No, Tuffy, old boy, you weren’t like him; there was nothing dangerous about you. Granted you were a bit of an embarrassment to the family and we always tried to make sure that nobody was going around barefooted when we had guests visiting. On the few occasions that you made advances on unsuspecting strangers, we always interceded, made excuses and covered up for you. “Don’t ask and don’t tell.” But now you’re dead, my sick little friend, and I have no beagle to blame. It’s all my fault. I suppose I could stuff your little body in the toe of Andrea’s rubber boot and when she pulled it on she’d think she did the deed. No, it could be days before it rains again.
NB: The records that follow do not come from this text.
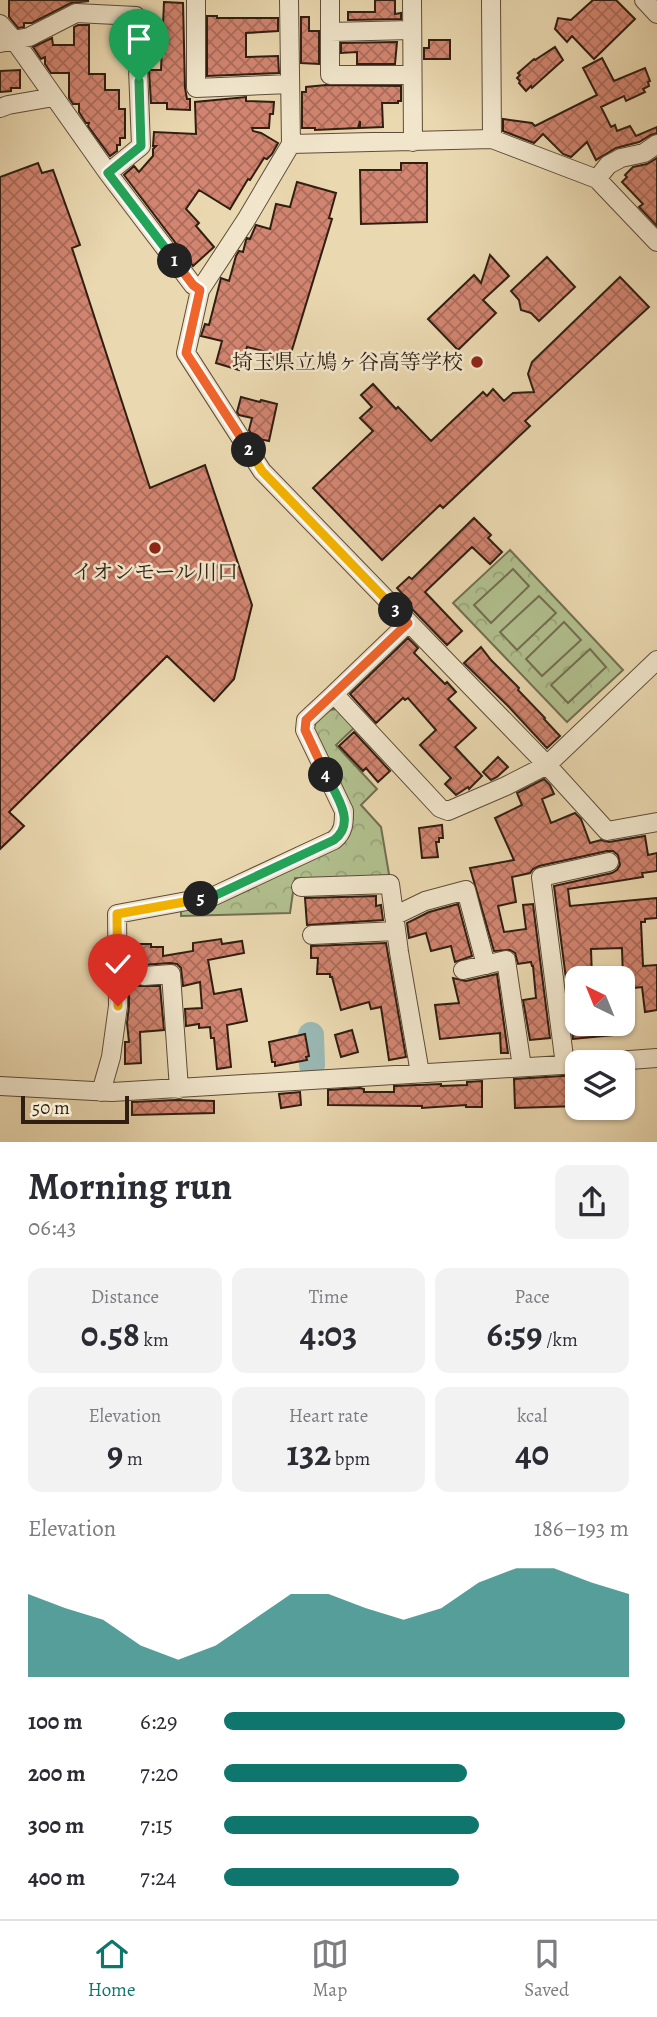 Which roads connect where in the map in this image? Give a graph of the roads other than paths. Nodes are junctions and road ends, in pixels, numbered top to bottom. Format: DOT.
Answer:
graph roads {
  1 [pos="196,0"];
  2 [pos="289,0"];
  3 [pos="330,0"];
  4 [pos="412,0"];
  5 [pos="491,0"];
  6 [pos="643,0"];
  7 [pos="77,6"];
  8 [pos="657,14"];
  9 [pos="0,24"];
  10 [pos="411,30"];
  11 [pos="330,32"];
  12 [pos="7,41"];
  13 [pos="412,75"];
  14 [pos="290,84"];
  15 [pos="54,97"];
  16 [pos="0,108"];
  17 [pos="492,139"];
  18 [pos="414,142"];
  19 [pos="291,144"];
  20 [pos="657,144"];
  21 [pos="108,173"];
  22 [pos="597,179"];
  23 [pos="657,242"];
  24 [pos="200,290"];
  25 [pos="408,623"];
  26 [pos="657,660"];
  27 [pos="334,694"];
  28 [pos="547,765"];
  29 [pos="657,822"];
  30 [pos="609,862"];
  31 [pos="301,887"];
  32 [pos="395,923"];
  33 [pos="312,935"];
  34 [pos="486,965"];
  35 [pos="463,970"];
  36 [pos="144,976"];
  37 [pos="569,1050"];
  38 [pos="657,1058"];
  39 [pos="635,1060"];
  40 [pos="565,1064"];
  41 [pos="522,1067"];
  42 [pos="420,1073"];
  43 [pos="0,1086"];
  44 [pos="179,1089"];
  45 [pos="101,1092"];
  1 -- 14 [label="street"];
  2 -- 14 [label="street"];
  3 -- 11 [label="street"];
  4 -- 10 [label="street"];
  5 -- 17 [label="street"];
  6 -- 8 [label="street"];
  7 -- 12 [label="street"];
  7 -- 21 [label="street"];
  9 -- 12 [label="street"];
  10 -- 11 [label="street"];
  10 -- 13 [label="street"];
  11 -- 13 [label="street"];
  12 -- 15 [label="street"];
  13 -- 18 [label="street"];
  14 -- 19 [label="street"];
  15 -- 16 [label="street"];
  15 -- 21 [label="street"];
  17 -- 18 [label="street"];
  17 -- 22 [label="street"];
  18 -- 19 [label="street"];
  19 -- 24 [label="street"];
  20 -- 22 [label="street"];
  21 -- 24 [label="street"];
  22 -- 23 [label="street"];
  24 -- 25 [label="street"];
  25 -- 27 [label="street"];
  25 -- 28 [label="street"];
  26 -- 28 [label="street"];
  27 -- 28 [label="street"];
  27 -- 45 [label="street"];
  28 -- 29 [label="street"];
  30 -- 37 [label="street"];
  31 -- 32 [label="street"];
  32 -- 33 [label="street"];
  32 -- 34 [label="street"];
  32 -- 42 [label="street"];
  34 -- 35 [label="street"];
  34 -- 41 [label="street"];
  36 -- 44 [label="street"];
  38 -- 39 [label="street"];
  40 -- 41 [label="street"];
  41 -- 42 [label="street"];
  42 -- 44 [label="street"];
  43 -- 45 [label="street"];
  44 -- 45 [label="street"];
} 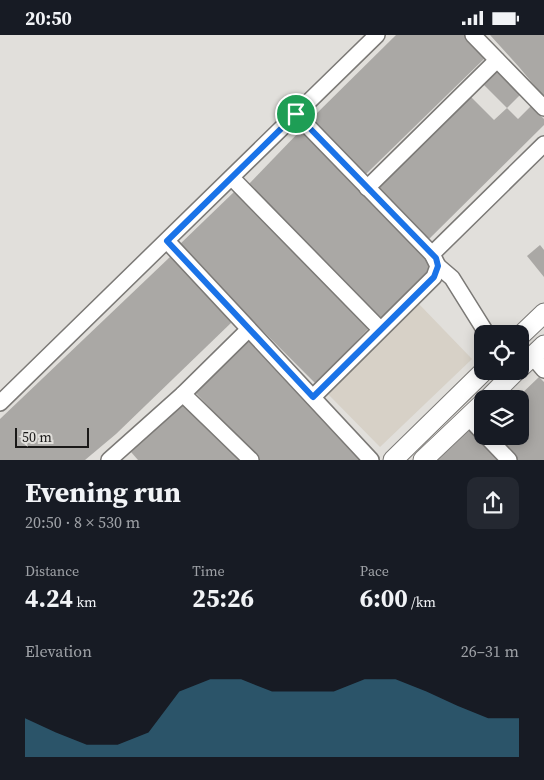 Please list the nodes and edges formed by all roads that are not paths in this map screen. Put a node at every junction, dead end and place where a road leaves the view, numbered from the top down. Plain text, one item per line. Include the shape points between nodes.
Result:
1 (377, 35) edge
2 (473, 35) edge
3 (497, 60) junction
4 (544, 108) edge
5 (296, 114) junction
6 (544, 144) edge
7 (232, 177) junction
8 (367, 187) junction
9 (167, 241) junction
10 (435, 260) junction
11 (544, 313) edge
12 (481, 325) edge
13 (529, 327) edge
14 (248, 329) junction
15 (380, 329) junction
16 (475, 380) edge
17 (507, 380) edge
18 (497, 390) edge
19 (184, 394) junction
20 (313, 397) junction
21 (0, 403) edge
22 (474, 411) edge
23 (468, 417) junction
24 (474, 423) edge
25 (495, 445) edge
26 (119, 457) edge
27 (250, 460) edge
28 (371, 460) edge
29 (393, 460) edge
30 (423, 460) edge
31 (509, 460) edge

1 - 5 street
2 - 3 street
3 - 4 street
3 - 8 street
5 - 7 street
5 - 8 street
6 - 10 street
7 - 9 street
7 - 15 street
8 - 10 street
9 - 14 street
9 - 21 street
10 - 12 street via 452,278
10 - 15 street via 434,277
11 - 13 main road
14 - 19 street
14 - 20 street
15 - 20 street
16 - 29 main road
17 - 18 main road
19 - 26 street
19 - 27 street
20 - 28 street
22 - 23 main road
23 - 24 street
23 - 30 main road
25 - 31 street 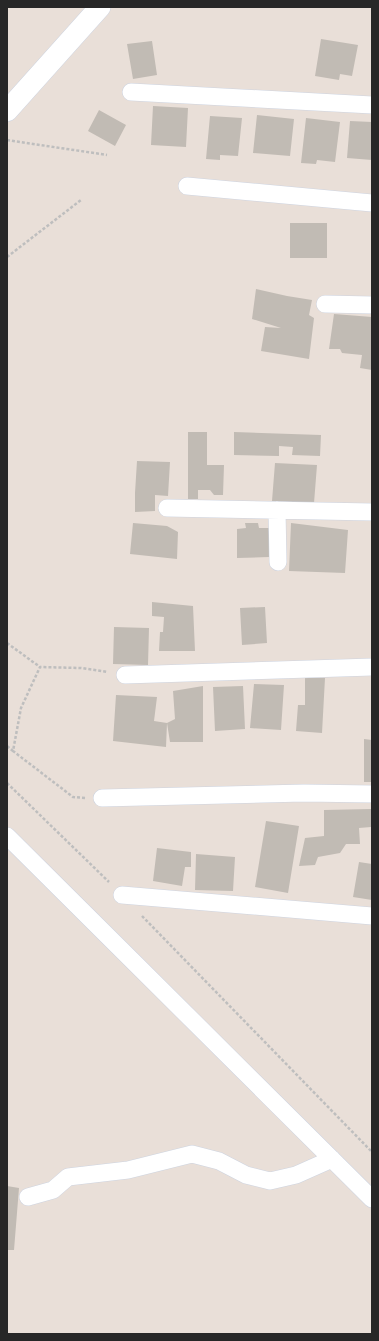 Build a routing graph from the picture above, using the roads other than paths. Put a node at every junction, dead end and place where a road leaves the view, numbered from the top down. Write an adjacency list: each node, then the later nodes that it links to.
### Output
1 (100, 7): 4 (street)
2 (131, 92): 3 (street)
3 (372, 105)
4 (7, 111)
5 (187, 186): 6 (street)
6 (372, 203)
7 (325, 304): 8 (street)
8 (372, 305)
9 (167, 508): 10 (street)
10 (277, 510): 11 (street); 12 (street)
11 (372, 512)
12 (278, 562)
13 (372, 667): 14 (street)
14 (125, 675)
15 (372, 794): 16 (street)
16 (102, 798)
17 (7, 836): 20 (street)
18 (122, 895): 19 (street)
19 (372, 916)
20 (332, 1159): 21 (street); 22 (street)
21 (28, 1198)
22 (372, 1199)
Hey, you’re starting to stiffen up a bit. Maybe I could wire your little feet to the roost in your cage. It could be a day or two before anyone notices and I’ll be away in Halifax by the time the shit hits the fan. No, that wouldn’t work either; you’re much too wide in profile and too narrow head-on to be convincing.
Maybe I should nip off to town and give Andrea a call from there? No! That’s ridiculous. I’ve got to be a man and face the music. How bad can it be? Who am I kidding. I know how bad it can be. There’s going to be hell to pay, Tuffy. Anyway that’s the kitchen door closing. Frances must be leaving. Andrea will be alone now. I guess I better go in and ‘fess up.